[Saved entries]

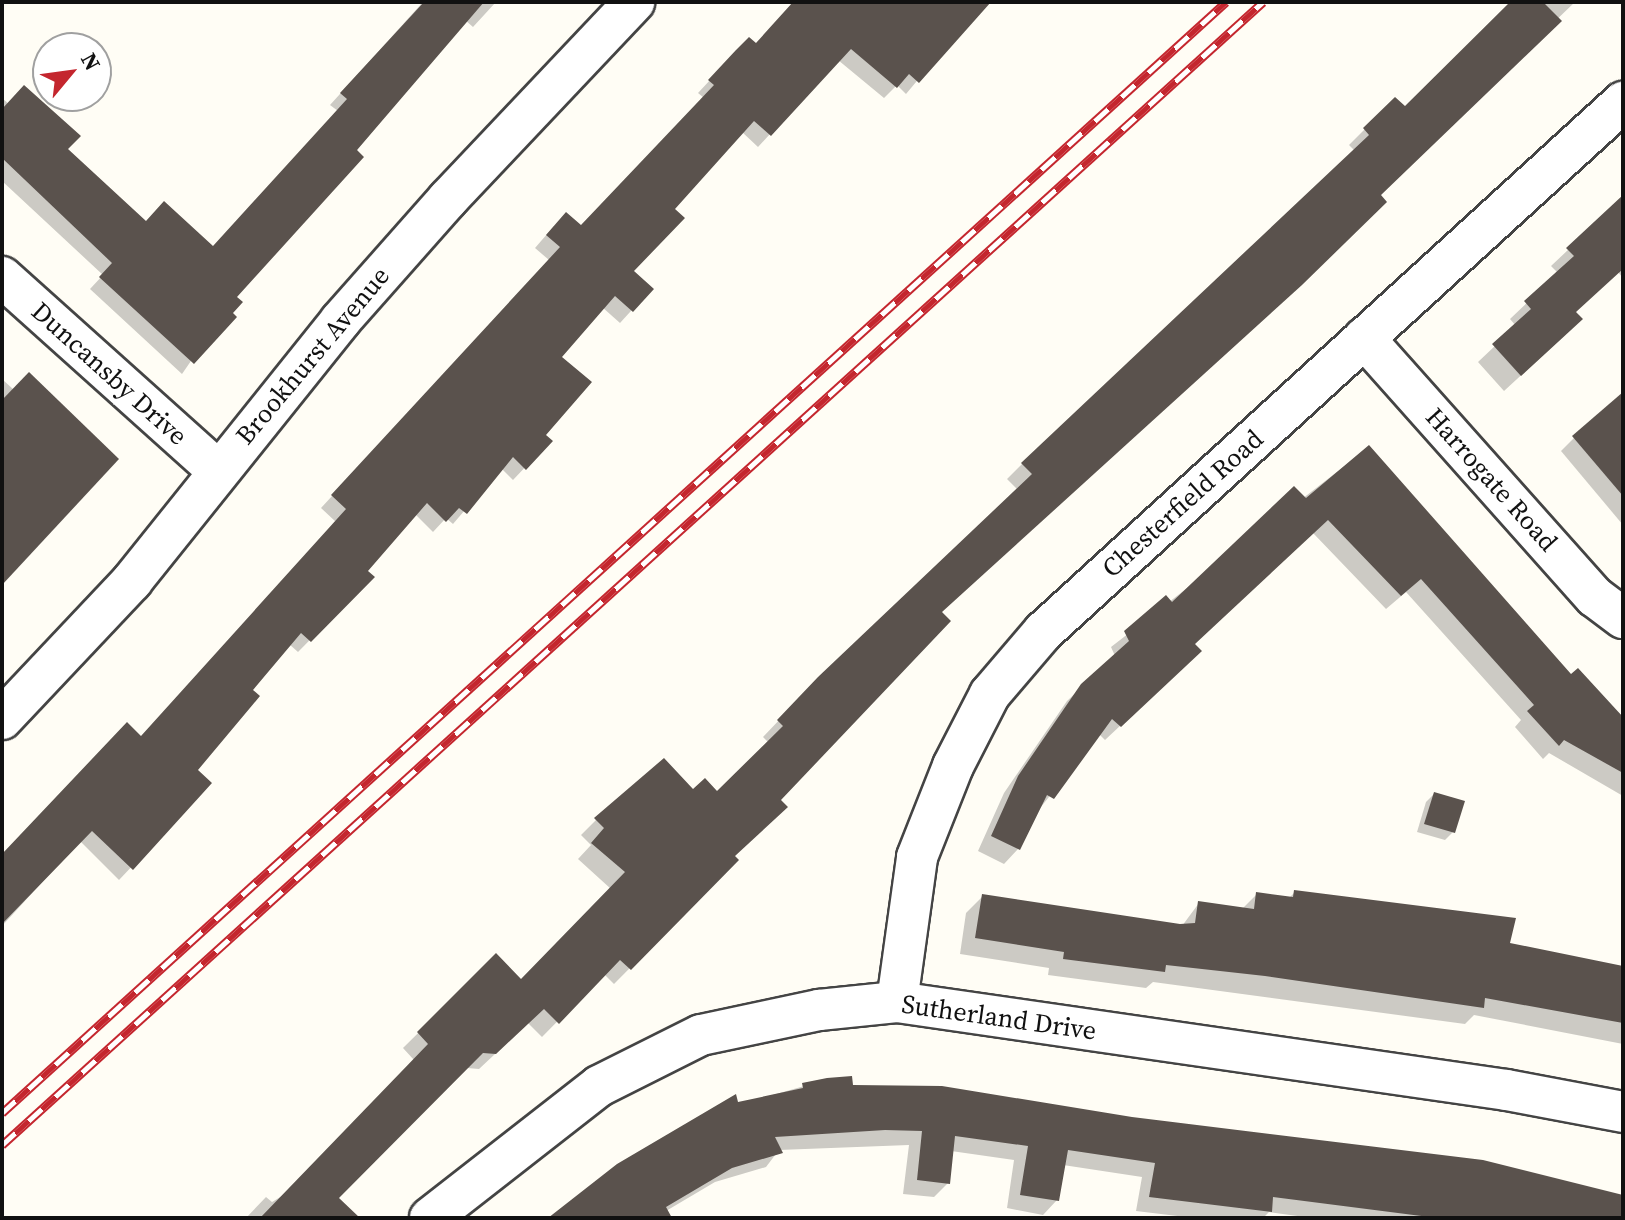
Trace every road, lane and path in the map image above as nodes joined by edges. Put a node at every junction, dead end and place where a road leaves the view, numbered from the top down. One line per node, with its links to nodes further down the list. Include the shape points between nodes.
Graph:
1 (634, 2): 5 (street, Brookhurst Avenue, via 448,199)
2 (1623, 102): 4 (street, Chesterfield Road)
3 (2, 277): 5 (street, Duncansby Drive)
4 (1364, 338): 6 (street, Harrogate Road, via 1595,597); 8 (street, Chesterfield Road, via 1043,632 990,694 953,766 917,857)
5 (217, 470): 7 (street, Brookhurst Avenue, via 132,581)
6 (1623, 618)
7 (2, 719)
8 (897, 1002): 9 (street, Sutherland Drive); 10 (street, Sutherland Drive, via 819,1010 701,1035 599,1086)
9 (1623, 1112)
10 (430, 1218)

ACTIVITY: Set down the records exactly, without the pictures.

EXERCISE SOLUTION:
Trace every road, lane and path in the map image above as nodes joined by edges. Put a node at every junction, dead end and place where a road leaves the view, numbered from the top down. One line per node, with its links to nodes further down the list. Include the shape points between nodes.
Graph:
1 (634, 2): 5 (street, Brookhurst Avenue, via 448,199)
2 (1623, 102): 4 (street, Chesterfield Road)
3 (2, 277): 5 (street, Duncansby Drive)
4 (1364, 338): 6 (street, Harrogate Road, via 1595,597); 8 (street, Chesterfield Road, via 1043,632 990,694 953,766 917,857)
5 (217, 470): 7 (street, Brookhurst Avenue, via 132,581)
6 (1623, 618)
7 (2, 719)
8 (897, 1002): 9 (street, Sutherland Drive); 10 (street, Sutherland Drive, via 819,1010 701,1035 599,1086)
9 (1623, 1112)
10 (430, 1218)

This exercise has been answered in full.